*** Source records Section Begins ***

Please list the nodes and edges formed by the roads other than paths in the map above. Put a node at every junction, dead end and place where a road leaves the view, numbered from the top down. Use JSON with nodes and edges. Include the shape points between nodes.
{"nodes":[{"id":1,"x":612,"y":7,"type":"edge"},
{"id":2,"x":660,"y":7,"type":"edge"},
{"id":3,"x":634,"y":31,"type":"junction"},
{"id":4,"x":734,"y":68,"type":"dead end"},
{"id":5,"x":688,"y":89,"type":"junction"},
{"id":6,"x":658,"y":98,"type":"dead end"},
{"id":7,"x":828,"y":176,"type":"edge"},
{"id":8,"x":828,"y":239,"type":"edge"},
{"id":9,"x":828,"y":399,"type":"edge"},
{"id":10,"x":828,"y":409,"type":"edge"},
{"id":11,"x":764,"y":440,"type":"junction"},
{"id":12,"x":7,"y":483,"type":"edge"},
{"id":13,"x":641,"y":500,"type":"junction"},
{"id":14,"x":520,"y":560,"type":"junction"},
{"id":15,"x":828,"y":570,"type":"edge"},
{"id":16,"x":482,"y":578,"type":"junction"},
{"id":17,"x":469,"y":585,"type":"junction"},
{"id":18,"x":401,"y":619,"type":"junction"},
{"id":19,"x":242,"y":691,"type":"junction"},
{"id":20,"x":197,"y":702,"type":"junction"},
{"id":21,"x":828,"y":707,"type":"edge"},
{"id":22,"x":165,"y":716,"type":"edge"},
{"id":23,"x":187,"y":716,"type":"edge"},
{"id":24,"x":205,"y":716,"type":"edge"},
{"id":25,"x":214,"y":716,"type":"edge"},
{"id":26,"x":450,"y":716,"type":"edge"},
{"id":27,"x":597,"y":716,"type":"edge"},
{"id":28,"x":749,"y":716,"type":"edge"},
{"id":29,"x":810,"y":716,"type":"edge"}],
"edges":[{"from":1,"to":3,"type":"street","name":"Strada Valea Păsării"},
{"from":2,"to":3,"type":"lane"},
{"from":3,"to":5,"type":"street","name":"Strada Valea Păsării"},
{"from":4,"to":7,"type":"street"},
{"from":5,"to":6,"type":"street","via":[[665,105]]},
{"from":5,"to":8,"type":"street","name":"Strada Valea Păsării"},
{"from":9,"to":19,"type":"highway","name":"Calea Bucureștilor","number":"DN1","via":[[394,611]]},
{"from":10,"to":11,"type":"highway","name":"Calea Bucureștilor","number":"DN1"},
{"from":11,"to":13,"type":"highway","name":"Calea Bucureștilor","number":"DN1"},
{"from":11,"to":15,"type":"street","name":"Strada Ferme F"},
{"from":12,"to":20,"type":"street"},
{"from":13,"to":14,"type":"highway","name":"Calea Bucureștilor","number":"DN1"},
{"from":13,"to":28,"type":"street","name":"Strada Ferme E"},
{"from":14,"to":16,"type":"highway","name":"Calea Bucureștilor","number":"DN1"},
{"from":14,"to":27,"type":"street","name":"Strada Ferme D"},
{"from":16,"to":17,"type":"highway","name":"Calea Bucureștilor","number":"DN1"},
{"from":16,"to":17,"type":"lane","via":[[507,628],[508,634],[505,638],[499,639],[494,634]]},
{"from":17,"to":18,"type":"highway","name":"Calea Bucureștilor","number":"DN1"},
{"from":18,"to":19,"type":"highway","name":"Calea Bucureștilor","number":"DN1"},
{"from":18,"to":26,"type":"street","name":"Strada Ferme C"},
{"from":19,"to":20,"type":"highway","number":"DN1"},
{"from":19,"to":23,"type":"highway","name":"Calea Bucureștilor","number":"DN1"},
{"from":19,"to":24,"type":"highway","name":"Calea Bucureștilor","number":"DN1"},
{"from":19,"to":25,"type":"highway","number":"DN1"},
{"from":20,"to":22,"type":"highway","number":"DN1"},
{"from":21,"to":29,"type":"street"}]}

*** Source records Section Ends ***

Your task – Print every record above exactly as it appears.

Answer section –
Please list the nodes and edges formed by the roads other than paths in the map above. Put a node at every junction, dead end and place where a road leaves the view, numbered from the top down. Use JSON with nodes and edges. Include the shape points between nodes.
{"nodes":[{"id":1,"x":612,"y":7,"type":"edge"},
{"id":2,"x":660,"y":7,"type":"edge"},
{"id":3,"x":634,"y":31,"type":"junction"},
{"id":4,"x":734,"y":68,"type":"dead end"},
{"id":5,"x":688,"y":89,"type":"junction"},
{"id":6,"x":658,"y":98,"type":"dead end"},
{"id":7,"x":828,"y":176,"type":"edge"},
{"id":8,"x":828,"y":239,"type":"edge"},
{"id":9,"x":828,"y":399,"type":"edge"},
{"id":10,"x":828,"y":409,"type":"edge"},
{"id":11,"x":764,"y":440,"type":"junction"},
{"id":12,"x":7,"y":483,"type":"edge"},
{"id":13,"x":641,"y":500,"type":"junction"},
{"id":14,"x":520,"y":560,"type":"junction"},
{"id":15,"x":828,"y":570,"type":"edge"},
{"id":16,"x":482,"y":578,"type":"junction"},
{"id":17,"x":469,"y":585,"type":"junction"},
{"id":18,"x":401,"y":619,"type":"junction"},
{"id":19,"x":242,"y":691,"type":"junction"},
{"id":20,"x":197,"y":702,"type":"junction"},
{"id":21,"x":828,"y":707,"type":"edge"},
{"id":22,"x":165,"y":716,"type":"edge"},
{"id":23,"x":187,"y":716,"type":"edge"},
{"id":24,"x":205,"y":716,"type":"edge"},
{"id":25,"x":214,"y":716,"type":"edge"},
{"id":26,"x":450,"y":716,"type":"edge"},
{"id":27,"x":597,"y":716,"type":"edge"},
{"id":28,"x":749,"y":716,"type":"edge"},
{"id":29,"x":810,"y":716,"type":"edge"}],
"edges":[{"from":1,"to":3,"type":"street","name":"Strada Valea Păsării"},
{"from":2,"to":3,"type":"lane"},
{"from":3,"to":5,"type":"street","name":"Strada Valea Păsării"},
{"from":4,"to":7,"type":"street"},
{"from":5,"to":6,"type":"street","via":[[665,105]]},
{"from":5,"to":8,"type":"street","name":"Strada Valea Păsării"},
{"from":9,"to":19,"type":"highway","name":"Calea Bucureștilor","number":"DN1","via":[[394,611]]},
{"from":10,"to":11,"type":"highway","name":"Calea Bucureștilor","number":"DN1"},
{"from":11,"to":13,"type":"highway","name":"Calea Bucureștilor","number":"DN1"},
{"from":11,"to":15,"type":"street","name":"Strada Ferme F"},
{"from":12,"to":20,"type":"street"},
{"from":13,"to":14,"type":"highway","name":"Calea Bucureștilor","number":"DN1"},
{"from":13,"to":28,"type":"street","name":"Strada Ferme E"},
{"from":14,"to":16,"type":"highway","name":"Calea Bucureștilor","number":"DN1"},
{"from":14,"to":27,"type":"street","name":"Strada Ferme D"},
{"from":16,"to":17,"type":"highway","name":"Calea Bucureștilor","number":"DN1"},
{"from":16,"to":17,"type":"lane","via":[[507,628],[508,634],[505,638],[499,639],[494,634]]},
{"from":17,"to":18,"type":"highway","name":"Calea Bucureștilor","number":"DN1"},
{"from":18,"to":19,"type":"highway","name":"Calea Bucureștilor","number":"DN1"},
{"from":18,"to":26,"type":"street","name":"Strada Ferme C"},
{"from":19,"to":20,"type":"highway","number":"DN1"},
{"from":19,"to":23,"type":"highway","name":"Calea Bucureștilor","number":"DN1"},
{"from":19,"to":24,"type":"highway","name":"Calea Bucureștilor","number":"DN1"},
{"from":19,"to":25,"type":"highway","number":"DN1"},
{"from":20,"to":22,"type":"highway","number":"DN1"},
{"from":21,"to":29,"type":"street"}]}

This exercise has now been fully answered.